▶ _THE RECORDS_
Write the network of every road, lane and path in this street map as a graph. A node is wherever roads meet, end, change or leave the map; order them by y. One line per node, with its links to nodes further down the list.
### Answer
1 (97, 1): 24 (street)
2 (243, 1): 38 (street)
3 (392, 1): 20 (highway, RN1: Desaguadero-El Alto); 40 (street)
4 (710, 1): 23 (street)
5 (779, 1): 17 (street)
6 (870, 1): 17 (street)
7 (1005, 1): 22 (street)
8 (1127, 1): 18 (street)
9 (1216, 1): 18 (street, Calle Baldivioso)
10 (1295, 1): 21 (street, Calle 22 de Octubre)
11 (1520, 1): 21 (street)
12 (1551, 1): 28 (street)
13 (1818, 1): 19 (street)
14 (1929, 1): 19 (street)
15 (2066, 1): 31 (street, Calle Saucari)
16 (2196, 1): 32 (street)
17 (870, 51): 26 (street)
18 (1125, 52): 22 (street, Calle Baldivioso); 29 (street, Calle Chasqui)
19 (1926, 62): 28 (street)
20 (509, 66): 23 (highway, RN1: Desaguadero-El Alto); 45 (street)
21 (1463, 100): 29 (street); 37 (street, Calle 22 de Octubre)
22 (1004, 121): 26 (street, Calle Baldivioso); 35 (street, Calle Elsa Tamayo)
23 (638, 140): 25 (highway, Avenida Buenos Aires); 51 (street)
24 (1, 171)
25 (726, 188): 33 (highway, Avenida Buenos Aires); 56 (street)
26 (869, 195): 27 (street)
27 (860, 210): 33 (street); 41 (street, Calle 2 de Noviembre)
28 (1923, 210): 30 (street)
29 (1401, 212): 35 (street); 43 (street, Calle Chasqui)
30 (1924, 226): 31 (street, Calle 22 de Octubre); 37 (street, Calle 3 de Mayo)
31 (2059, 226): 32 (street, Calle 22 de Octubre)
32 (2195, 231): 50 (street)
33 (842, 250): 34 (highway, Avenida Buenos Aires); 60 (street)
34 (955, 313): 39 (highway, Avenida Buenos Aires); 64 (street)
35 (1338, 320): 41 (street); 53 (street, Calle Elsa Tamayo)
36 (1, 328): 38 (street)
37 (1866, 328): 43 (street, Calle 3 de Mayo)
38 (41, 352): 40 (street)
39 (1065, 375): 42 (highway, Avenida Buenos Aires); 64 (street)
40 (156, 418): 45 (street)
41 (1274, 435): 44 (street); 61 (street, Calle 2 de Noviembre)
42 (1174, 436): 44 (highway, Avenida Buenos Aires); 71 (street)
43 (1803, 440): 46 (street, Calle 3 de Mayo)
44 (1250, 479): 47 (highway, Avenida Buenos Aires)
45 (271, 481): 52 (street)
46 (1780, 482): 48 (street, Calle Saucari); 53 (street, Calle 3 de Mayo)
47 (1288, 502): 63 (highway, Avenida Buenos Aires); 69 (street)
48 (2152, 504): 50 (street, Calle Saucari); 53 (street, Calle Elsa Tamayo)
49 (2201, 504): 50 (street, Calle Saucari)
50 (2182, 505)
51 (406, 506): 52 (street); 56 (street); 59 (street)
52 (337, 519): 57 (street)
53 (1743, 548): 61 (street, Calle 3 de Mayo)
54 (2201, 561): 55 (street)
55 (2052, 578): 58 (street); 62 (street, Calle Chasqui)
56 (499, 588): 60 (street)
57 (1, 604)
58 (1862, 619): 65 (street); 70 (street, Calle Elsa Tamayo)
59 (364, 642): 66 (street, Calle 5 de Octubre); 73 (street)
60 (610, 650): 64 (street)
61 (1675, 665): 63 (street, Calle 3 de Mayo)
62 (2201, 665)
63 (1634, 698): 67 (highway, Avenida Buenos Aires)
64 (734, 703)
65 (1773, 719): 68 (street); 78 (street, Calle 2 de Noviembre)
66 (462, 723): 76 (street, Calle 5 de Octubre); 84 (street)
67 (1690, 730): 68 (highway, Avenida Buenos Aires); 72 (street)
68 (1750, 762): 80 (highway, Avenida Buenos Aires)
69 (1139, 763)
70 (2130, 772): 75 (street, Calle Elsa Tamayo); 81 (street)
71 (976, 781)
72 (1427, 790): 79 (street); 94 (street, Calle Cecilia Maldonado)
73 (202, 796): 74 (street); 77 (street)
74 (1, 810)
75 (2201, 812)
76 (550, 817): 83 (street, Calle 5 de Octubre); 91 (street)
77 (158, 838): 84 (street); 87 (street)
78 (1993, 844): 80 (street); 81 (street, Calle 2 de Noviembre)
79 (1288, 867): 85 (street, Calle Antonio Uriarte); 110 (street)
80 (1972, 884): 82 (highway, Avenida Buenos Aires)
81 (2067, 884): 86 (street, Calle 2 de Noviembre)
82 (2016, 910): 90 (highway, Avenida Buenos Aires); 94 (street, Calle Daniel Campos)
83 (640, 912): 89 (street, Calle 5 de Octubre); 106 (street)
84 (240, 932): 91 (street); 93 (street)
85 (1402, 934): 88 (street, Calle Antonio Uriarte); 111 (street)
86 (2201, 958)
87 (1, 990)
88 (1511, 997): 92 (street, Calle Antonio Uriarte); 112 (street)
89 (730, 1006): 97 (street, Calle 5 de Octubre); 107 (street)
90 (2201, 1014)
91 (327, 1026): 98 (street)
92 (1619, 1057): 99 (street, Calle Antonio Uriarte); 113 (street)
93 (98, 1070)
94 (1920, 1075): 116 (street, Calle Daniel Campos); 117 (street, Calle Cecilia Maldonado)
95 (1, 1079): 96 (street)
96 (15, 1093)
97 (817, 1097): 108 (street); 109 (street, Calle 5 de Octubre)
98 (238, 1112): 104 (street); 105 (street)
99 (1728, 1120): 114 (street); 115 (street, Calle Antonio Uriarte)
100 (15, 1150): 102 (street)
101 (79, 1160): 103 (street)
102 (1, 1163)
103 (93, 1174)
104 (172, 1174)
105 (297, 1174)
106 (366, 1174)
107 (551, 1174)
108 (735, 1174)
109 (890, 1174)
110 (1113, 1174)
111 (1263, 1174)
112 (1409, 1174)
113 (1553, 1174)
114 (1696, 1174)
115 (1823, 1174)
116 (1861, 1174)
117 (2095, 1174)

▶ _TASK STATEMENT_
Reproduce the data shown above in its entirety, keeping each word as it is.

▶ _THE COMPLETED TASK_
Write the network of every road, lane and path in this street map as a graph. A node is wherever roads meet, end, change or leave the map; order them by y. One line per node, with its links to nodes further down the list.
### Answer
1 (97, 1): 24 (street)
2 (243, 1): 38 (street)
3 (392, 1): 20 (highway, RN1: Desaguadero-El Alto); 40 (street)
4 (710, 1): 23 (street)
5 (779, 1): 17 (street)
6 (870, 1): 17 (street)
7 (1005, 1): 22 (street)
8 (1127, 1): 18 (street)
9 (1216, 1): 18 (street, Calle Baldivioso)
10 (1295, 1): 21 (street, Calle 22 de Octubre)
11 (1520, 1): 21 (street)
12 (1551, 1): 28 (street)
13 (1818, 1): 19 (street)
14 (1929, 1): 19 (street)
15 (2066, 1): 31 (street, Calle Saucari)
16 (2196, 1): 32 (street)
17 (870, 51): 26 (street)
18 (1125, 52): 22 (street, Calle Baldivioso); 29 (street, Calle Chasqui)
19 (1926, 62): 28 (street)
20 (509, 66): 23 (highway, RN1: Desaguadero-El Alto); 45 (street)
21 (1463, 100): 29 (street); 37 (street, Calle 22 de Octubre)
22 (1004, 121): 26 (street, Calle Baldivioso); 35 (street, Calle Elsa Tamayo)
23 (638, 140): 25 (highway, Avenida Buenos Aires); 51 (street)
24 (1, 171)
25 (726, 188): 33 (highway, Avenida Buenos Aires); 56 (street)
26 (869, 195): 27 (street)
27 (860, 210): 33 (street); 41 (street, Calle 2 de Noviembre)
28 (1923, 210): 30 (street)
29 (1401, 212): 35 (street); 43 (street, Calle Chasqui)
30 (1924, 226): 31 (street, Calle 22 de Octubre); 37 (street, Calle 3 de Mayo)
31 (2059, 226): 32 (street, Calle 22 de Octubre)
32 (2195, 231): 50 (street)
33 (842, 250): 34 (highway, Avenida Buenos Aires); 60 (street)
34 (955, 313): 39 (highway, Avenida Buenos Aires); 64 (street)
35 (1338, 320): 41 (street); 53 (street, Calle Elsa Tamayo)
36 (1, 328): 38 (street)
37 (1866, 328): 43 (street, Calle 3 de Mayo)
38 (41, 352): 40 (street)
39 (1065, 375): 42 (highway, Avenida Buenos Aires); 64 (street)
40 (156, 418): 45 (street)
41 (1274, 435): 44 (street); 61 (street, Calle 2 de Noviembre)
42 (1174, 436): 44 (highway, Avenida Buenos Aires); 71 (street)
43 (1803, 440): 46 (street, Calle 3 de Mayo)
44 (1250, 479): 47 (highway, Avenida Buenos Aires)
45 (271, 481): 52 (street)
46 (1780, 482): 48 (street, Calle Saucari); 53 (street, Calle 3 de Mayo)
47 (1288, 502): 63 (highway, Avenida Buenos Aires); 69 (street)
48 (2152, 504): 50 (street, Calle Saucari); 53 (street, Calle Elsa Tamayo)
49 (2201, 504): 50 (street, Calle Saucari)
50 (2182, 505)
51 (406, 506): 52 (street); 56 (street); 59 (street)
52 (337, 519): 57 (street)
53 (1743, 548): 61 (street, Calle 3 de Mayo)
54 (2201, 561): 55 (street)
55 (2052, 578): 58 (street); 62 (street, Calle Chasqui)
56 (499, 588): 60 (street)
57 (1, 604)
58 (1862, 619): 65 (street); 70 (street, Calle Elsa Tamayo)
59 (364, 642): 66 (street, Calle 5 de Octubre); 73 (street)
60 (610, 650): 64 (street)
61 (1675, 665): 63 (street, Calle 3 de Mayo)
62 (2201, 665)
63 (1634, 698): 67 (highway, Avenida Buenos Aires)
64 (734, 703)
65 (1773, 719): 68 (street); 78 (street, Calle 2 de Noviembre)
66 (462, 723): 76 (street, Calle 5 de Octubre); 84 (street)
67 (1690, 730): 68 (highway, Avenida Buenos Aires); 72 (street)
68 (1750, 762): 80 (highway, Avenida Buenos Aires)
69 (1139, 763)
70 (2130, 772): 75 (street, Calle Elsa Tamayo); 81 (street)
71 (976, 781)
72 (1427, 790): 79 (street); 94 (street, Calle Cecilia Maldonado)
73 (202, 796): 74 (street); 77 (street)
74 (1, 810)
75 (2201, 812)
76 (550, 817): 83 (street, Calle 5 de Octubre); 91 (street)
77 (158, 838): 84 (street); 87 (street)
78 (1993, 844): 80 (street); 81 (street, Calle 2 de Noviembre)
79 (1288, 867): 85 (street, Calle Antonio Uriarte); 110 (street)
80 (1972, 884): 82 (highway, Avenida Buenos Aires)
81 (2067, 884): 86 (street, Calle 2 de Noviembre)
82 (2016, 910): 90 (highway, Avenida Buenos Aires); 94 (street, Calle Daniel Campos)
83 (640, 912): 89 (street, Calle 5 de Octubre); 106 (street)
84 (240, 932): 91 (street); 93 (street)
85 (1402, 934): 88 (street, Calle Antonio Uriarte); 111 (street)
86 (2201, 958)
87 (1, 990)
88 (1511, 997): 92 (street, Calle Antonio Uriarte); 112 (street)
89 (730, 1006): 97 (street, Calle 5 de Octubre); 107 (street)
90 (2201, 1014)
91 (327, 1026): 98 (street)
92 (1619, 1057): 99 (street, Calle Antonio Uriarte); 113 (street)
93 (98, 1070)
94 (1920, 1075): 116 (street, Calle Daniel Campos); 117 (street, Calle Cecilia Maldonado)
95 (1, 1079): 96 (street)
96 (15, 1093)
97 (817, 1097): 108 (street); 109 (street, Calle 5 de Octubre)
98 (238, 1112): 104 (street); 105 (street)
99 (1728, 1120): 114 (street); 115 (street, Calle Antonio Uriarte)
100 (15, 1150): 102 (street)
101 (79, 1160): 103 (street)
102 (1, 1163)
103 (93, 1174)
104 (172, 1174)
105 (297, 1174)
106 (366, 1174)
107 (551, 1174)
108 (735, 1174)
109 (890, 1174)
110 (1113, 1174)
111 (1263, 1174)
112 (1409, 1174)
113 (1553, 1174)
114 (1696, 1174)
115 (1823, 1174)
116 (1861, 1174)
117 (2095, 1174)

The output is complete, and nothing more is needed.